Records drawn from a dataset

•••••

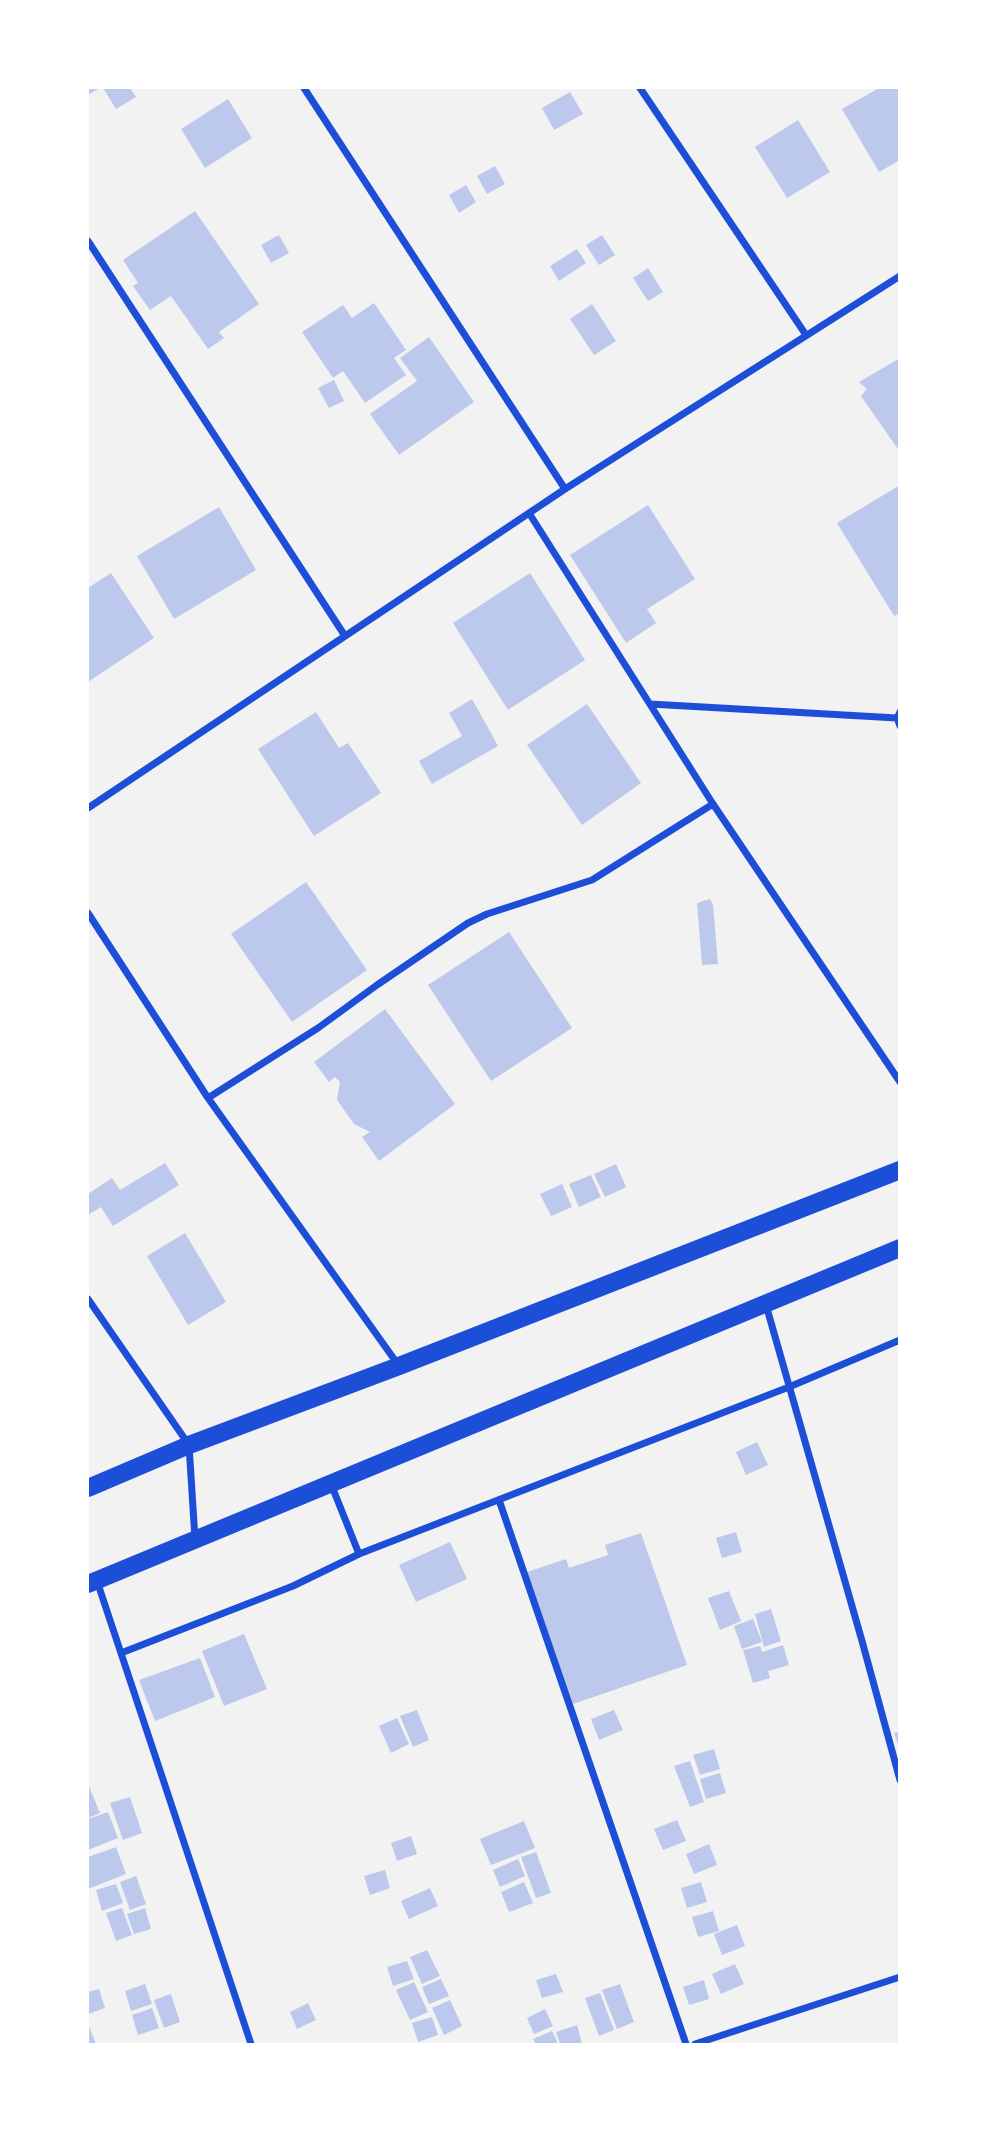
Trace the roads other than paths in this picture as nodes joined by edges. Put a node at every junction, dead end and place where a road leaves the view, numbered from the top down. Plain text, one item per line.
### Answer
1 (304, 88) edge
2 (640, 88) edge
3 (88, 242) edge
4 (900, 276) edge
5 (806, 335) junction
6 (565, 489) junction
7 (529, 513) junction
8 (345, 636) junction
9 (650, 704) junction
10 (898, 715) edge
11 (900, 726) edge
12 (713, 804) junction
13 (88, 808) edge
14 (88, 913) edge
15 (900, 1082) edge
16 (208, 1098) junction
17 (900, 1170) edge
18 (900, 1248) edge
19 (88, 1299) edge
20 (765, 1303) junction
21 (900, 1340) edge
22 (399, 1366) junction
23 (789, 1387) junction
24 (189, 1445) junction
25 (331, 1484) junction
26 (88, 1488) edge
27 (499, 1500) junction
28 (195, 1539) junction
29 (359, 1554) junction
30 (92, 1582) edge
31 (121, 1653) junction
32 (900, 1780) edge
33 (900, 1978) edge
34 (251, 2045) edge
35 (686, 2045) edge
36 (695, 2045) edge

1 - 6 street
2 - 5 street
3 - 8 street
4 - 5 street
5 - 6 street
6 - 7 street
7 - 8 street
7 - 9 street
8 - 13 street
9 - 10 street
9 - 12 street
10 - 11 street
12 - 15 street
12 - 16 street
14 - 16 street
16 - 22 street
17 - 22 main road
18 - 20 main road
19 - 24 street
20 - 23 street
20 - 25 main road
21 - 23 street
22 - 24 main road
23 - 27 street
23 - 32 street
24 - 26 main road
24 - 28 street
25 - 28 main road
25 - 29 street
27 - 29 street
27 - 35 street
28 - 30 main road
29 - 31 street
30 - 31 street
31 - 34 street
33 - 36 street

•••••

Once the pictures are set aside, write out the entries verbatim.

Trace the roads other than paths in this picture as nodes joined by edges. Put a node at every junction, dead end and place where a road leaves the view, numbered from the top down. Plain text, one item per line.
### Answer
1 (304, 88) edge
2 (640, 88) edge
3 (88, 242) edge
4 (900, 276) edge
5 (806, 335) junction
6 (565, 489) junction
7 (529, 513) junction
8 (345, 636) junction
9 (650, 704) junction
10 (898, 715) edge
11 (900, 726) edge
12 (713, 804) junction
13 (88, 808) edge
14 (88, 913) edge
15 (900, 1082) edge
16 (208, 1098) junction
17 (900, 1170) edge
18 (900, 1248) edge
19 (88, 1299) edge
20 (765, 1303) junction
21 (900, 1340) edge
22 (399, 1366) junction
23 (789, 1387) junction
24 (189, 1445) junction
25 (331, 1484) junction
26 (88, 1488) edge
27 (499, 1500) junction
28 (195, 1539) junction
29 (359, 1554) junction
30 (92, 1582) edge
31 (121, 1653) junction
32 (900, 1780) edge
33 (900, 1978) edge
34 (251, 2045) edge
35 (686, 2045) edge
36 (695, 2045) edge

1 - 6 street
2 - 5 street
3 - 8 street
4 - 5 street
5 - 6 street
6 - 7 street
7 - 8 street
7 - 9 street
8 - 13 street
9 - 10 street
9 - 12 street
10 - 11 street
12 - 15 street
12 - 16 street
14 - 16 street
16 - 22 street
17 - 22 main road
18 - 20 main road
19 - 24 street
20 - 23 street
20 - 25 main road
21 - 23 street
22 - 24 main road
23 - 27 street
23 - 32 street
24 - 26 main road
24 - 28 street
25 - 28 main road
25 - 29 street
27 - 29 street
27 - 35 street
28 - 30 main road
29 - 31 street
30 - 31 street
31 - 34 street
33 - 36 street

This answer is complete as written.